The study found that those sound blasts can help scientists create images of the Earth's subsurface 1.6 miles below the seafloor, Scientific American reported.

Seismologist Václav Kuna, an Oregon State doctoral student at the time, made this accidental discovery, according to the press release. While listening to seismometer recordings, Kuna kept hearing one-second chirps that would repeat every 30 seconds, The New York Times reported.

He realized that the sounds were coming from fin whales, but something seemed unusual about them, Scientific American explained. At the time, seismometers, which measure vibrations, were recording the songs, instead of underwater microphones. That meant the whale song was echoing from below ground.

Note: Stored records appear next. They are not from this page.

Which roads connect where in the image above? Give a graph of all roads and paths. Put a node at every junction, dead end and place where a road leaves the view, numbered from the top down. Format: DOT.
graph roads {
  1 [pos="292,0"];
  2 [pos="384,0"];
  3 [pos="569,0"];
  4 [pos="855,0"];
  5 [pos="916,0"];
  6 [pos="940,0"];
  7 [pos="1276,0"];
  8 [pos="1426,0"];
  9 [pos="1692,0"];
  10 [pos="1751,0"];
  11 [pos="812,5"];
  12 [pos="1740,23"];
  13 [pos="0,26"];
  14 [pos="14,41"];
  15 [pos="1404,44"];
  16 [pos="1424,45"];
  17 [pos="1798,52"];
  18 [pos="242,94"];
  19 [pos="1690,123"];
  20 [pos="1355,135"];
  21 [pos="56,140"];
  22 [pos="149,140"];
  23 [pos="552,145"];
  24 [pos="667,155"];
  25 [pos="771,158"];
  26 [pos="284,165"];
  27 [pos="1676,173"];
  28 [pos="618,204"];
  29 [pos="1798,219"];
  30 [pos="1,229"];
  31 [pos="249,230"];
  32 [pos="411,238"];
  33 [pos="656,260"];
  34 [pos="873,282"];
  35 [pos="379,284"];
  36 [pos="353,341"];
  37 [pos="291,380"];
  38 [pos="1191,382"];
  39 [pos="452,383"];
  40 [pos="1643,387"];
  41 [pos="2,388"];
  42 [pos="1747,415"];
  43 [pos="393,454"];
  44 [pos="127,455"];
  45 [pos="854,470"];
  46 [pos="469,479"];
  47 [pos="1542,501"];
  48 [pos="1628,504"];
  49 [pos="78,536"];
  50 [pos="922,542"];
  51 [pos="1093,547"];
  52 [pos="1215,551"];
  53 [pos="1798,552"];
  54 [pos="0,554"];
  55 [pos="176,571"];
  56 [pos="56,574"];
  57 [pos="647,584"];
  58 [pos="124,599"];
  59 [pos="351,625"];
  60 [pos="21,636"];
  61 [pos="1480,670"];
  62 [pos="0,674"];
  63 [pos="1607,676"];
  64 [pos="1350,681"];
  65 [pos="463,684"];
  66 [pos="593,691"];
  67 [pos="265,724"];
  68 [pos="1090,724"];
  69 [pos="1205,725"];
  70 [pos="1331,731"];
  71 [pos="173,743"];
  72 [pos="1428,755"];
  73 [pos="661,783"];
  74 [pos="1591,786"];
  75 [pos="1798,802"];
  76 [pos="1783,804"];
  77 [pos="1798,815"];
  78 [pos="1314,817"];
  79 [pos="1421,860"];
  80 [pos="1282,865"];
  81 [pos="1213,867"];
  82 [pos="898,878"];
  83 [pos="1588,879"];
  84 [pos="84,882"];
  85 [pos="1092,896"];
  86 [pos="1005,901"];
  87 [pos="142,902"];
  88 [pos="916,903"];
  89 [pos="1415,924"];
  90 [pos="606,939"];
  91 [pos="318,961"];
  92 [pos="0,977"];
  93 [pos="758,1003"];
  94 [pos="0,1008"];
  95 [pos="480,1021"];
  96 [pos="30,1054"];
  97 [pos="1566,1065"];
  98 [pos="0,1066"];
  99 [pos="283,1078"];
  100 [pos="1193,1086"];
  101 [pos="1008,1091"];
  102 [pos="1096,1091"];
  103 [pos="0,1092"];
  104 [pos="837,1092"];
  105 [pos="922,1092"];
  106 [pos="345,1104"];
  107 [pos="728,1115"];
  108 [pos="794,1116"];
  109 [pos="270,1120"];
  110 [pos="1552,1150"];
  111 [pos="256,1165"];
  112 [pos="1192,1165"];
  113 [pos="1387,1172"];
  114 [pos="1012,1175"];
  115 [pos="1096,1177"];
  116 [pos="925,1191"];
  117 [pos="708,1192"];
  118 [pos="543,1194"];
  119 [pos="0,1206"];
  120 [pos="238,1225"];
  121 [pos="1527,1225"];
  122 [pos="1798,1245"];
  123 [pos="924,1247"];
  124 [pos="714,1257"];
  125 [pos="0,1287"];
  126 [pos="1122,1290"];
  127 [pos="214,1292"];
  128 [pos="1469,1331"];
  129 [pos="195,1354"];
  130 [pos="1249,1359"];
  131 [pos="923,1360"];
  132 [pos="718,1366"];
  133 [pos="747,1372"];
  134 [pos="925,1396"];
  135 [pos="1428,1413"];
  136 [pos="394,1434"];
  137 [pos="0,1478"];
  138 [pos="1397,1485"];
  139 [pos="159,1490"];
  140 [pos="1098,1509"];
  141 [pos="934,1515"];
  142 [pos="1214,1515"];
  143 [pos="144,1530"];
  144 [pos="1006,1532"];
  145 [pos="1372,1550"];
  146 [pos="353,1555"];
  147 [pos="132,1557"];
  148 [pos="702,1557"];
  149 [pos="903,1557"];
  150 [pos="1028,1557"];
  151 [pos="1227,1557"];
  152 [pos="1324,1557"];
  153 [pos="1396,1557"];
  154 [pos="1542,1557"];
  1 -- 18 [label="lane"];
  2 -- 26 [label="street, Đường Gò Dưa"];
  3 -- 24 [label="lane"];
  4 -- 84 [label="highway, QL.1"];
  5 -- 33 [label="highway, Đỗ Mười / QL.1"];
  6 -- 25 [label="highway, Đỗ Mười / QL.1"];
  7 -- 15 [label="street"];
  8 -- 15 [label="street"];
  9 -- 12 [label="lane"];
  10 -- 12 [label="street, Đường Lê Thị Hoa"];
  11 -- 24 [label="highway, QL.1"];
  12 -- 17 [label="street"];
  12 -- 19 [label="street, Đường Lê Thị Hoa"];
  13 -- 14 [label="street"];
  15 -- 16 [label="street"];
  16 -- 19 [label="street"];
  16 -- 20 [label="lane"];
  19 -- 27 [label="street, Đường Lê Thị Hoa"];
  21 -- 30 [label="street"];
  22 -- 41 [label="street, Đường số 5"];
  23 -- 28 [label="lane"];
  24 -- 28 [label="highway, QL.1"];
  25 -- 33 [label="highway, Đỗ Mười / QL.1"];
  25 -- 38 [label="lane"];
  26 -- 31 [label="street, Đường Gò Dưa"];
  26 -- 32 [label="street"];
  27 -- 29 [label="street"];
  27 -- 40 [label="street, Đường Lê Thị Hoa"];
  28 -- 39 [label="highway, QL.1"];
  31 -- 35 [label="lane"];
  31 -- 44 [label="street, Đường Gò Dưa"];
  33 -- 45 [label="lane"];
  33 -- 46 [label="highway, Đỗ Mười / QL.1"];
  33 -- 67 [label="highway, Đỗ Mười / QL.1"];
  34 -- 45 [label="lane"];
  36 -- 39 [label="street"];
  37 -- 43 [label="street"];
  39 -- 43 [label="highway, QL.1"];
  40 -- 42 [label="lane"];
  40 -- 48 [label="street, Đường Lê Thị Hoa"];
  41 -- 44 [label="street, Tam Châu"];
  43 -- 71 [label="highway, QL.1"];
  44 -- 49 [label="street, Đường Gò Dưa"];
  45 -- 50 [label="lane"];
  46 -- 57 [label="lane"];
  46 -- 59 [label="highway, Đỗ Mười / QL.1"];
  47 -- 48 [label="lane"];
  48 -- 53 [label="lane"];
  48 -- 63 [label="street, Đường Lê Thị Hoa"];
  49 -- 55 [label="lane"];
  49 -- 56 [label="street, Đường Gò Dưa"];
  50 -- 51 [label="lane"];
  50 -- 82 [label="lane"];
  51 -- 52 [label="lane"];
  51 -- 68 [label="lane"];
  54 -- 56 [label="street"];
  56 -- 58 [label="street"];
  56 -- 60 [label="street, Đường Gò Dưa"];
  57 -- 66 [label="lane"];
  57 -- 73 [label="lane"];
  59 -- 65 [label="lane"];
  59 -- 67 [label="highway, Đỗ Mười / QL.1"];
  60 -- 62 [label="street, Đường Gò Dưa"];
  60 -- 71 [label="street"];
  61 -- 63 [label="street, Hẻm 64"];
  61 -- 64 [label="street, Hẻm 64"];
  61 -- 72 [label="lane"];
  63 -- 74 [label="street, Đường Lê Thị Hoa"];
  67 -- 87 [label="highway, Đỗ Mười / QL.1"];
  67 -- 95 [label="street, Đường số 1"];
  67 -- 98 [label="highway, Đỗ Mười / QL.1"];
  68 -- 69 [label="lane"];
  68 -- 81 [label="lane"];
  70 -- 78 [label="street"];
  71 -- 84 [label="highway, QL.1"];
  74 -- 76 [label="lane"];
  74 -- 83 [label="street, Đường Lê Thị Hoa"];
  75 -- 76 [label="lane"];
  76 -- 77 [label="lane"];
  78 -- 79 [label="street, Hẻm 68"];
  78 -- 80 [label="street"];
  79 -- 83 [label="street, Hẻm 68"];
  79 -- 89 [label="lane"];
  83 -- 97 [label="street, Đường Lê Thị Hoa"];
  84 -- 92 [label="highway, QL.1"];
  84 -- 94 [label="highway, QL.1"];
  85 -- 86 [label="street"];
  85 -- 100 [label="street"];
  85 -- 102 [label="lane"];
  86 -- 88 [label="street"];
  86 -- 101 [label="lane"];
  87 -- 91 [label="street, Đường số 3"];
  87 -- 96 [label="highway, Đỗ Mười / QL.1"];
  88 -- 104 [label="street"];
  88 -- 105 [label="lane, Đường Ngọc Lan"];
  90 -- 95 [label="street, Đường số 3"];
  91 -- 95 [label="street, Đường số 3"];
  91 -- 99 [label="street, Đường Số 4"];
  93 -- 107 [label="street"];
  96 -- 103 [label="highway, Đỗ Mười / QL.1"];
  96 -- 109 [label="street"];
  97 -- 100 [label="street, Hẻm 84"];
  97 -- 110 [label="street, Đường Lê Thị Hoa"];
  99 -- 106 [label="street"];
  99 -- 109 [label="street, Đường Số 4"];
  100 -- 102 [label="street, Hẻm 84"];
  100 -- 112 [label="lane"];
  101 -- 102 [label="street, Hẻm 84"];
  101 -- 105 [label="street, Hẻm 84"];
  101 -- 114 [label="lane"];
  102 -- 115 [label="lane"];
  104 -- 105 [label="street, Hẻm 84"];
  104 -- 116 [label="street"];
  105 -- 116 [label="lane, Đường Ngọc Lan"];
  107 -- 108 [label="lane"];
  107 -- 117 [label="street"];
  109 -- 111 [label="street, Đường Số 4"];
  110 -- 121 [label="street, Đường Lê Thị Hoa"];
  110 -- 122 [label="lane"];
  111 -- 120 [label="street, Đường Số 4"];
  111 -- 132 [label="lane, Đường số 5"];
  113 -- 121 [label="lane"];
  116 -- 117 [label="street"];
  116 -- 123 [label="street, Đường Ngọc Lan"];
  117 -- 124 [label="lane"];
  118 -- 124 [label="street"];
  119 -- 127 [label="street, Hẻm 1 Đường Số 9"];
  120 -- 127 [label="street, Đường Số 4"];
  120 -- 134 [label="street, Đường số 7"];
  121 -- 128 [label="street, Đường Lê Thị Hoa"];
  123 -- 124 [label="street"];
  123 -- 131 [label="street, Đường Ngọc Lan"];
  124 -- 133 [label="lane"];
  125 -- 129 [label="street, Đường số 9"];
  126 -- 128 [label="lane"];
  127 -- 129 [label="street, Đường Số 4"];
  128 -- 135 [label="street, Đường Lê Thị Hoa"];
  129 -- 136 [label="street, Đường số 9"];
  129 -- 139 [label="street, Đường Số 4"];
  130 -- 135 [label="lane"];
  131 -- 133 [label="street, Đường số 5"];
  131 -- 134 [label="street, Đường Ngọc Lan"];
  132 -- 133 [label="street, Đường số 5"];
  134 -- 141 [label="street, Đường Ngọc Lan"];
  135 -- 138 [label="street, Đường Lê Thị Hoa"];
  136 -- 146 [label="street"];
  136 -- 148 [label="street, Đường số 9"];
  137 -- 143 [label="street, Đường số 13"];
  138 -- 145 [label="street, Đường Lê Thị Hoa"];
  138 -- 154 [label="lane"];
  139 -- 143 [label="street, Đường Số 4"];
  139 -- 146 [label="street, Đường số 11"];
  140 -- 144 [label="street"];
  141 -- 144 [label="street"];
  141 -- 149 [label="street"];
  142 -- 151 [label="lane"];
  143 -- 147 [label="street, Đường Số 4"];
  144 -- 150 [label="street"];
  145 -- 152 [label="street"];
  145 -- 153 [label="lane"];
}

"After each whale call, if you look closely at the seismometer data, there is a response from the Earth," Nabelek said in the press release.

The press release explained the process and its meaning for the scientists:

Whale calls bounce between the ocean surface and the ocean bottom. Part of the energy from the calls transmits through the ground as a seismic wave. The wave travels through the oceanic crust, where it is reflected and refracted by the ocean sediment, the basalt layer underneath it and the gabbroic lower crust below that.

When the waves are recorded at the seismometer, they can provide information that allows researchers to estimate and map the structure of the crust.

The researchers were able to use songs recorded by three different seismometers in order to pinpoint the whales' location and make images based on their calls.

Imaging the area immediately below the seafloor can help scientists understand earthquakes and how they impact ocean sediment. The whale songs could also provide information about the location of earthquakes and the amount of carbon that can be stored in ocean sediments, Scientific American reported.

Because fin whales live everywhere except the ice-covered Arctic, their songs are a widely available tool, Wilcock told Scientific American.

Kuna told The New York Times that he did not think fin whale songs could replace air guns since they create relatively weak seismic waves and therefore low-resolution images. But air gun surveys are expensive and it can be hard to obtain permits to use them, so whale songs can fill in the gaps, the press release explained. And relying more on whale songs can reduce the underwater noise pollution that is harming marine life, according to a recent scientific review.

"It's win-win," Kuna told The New York Times.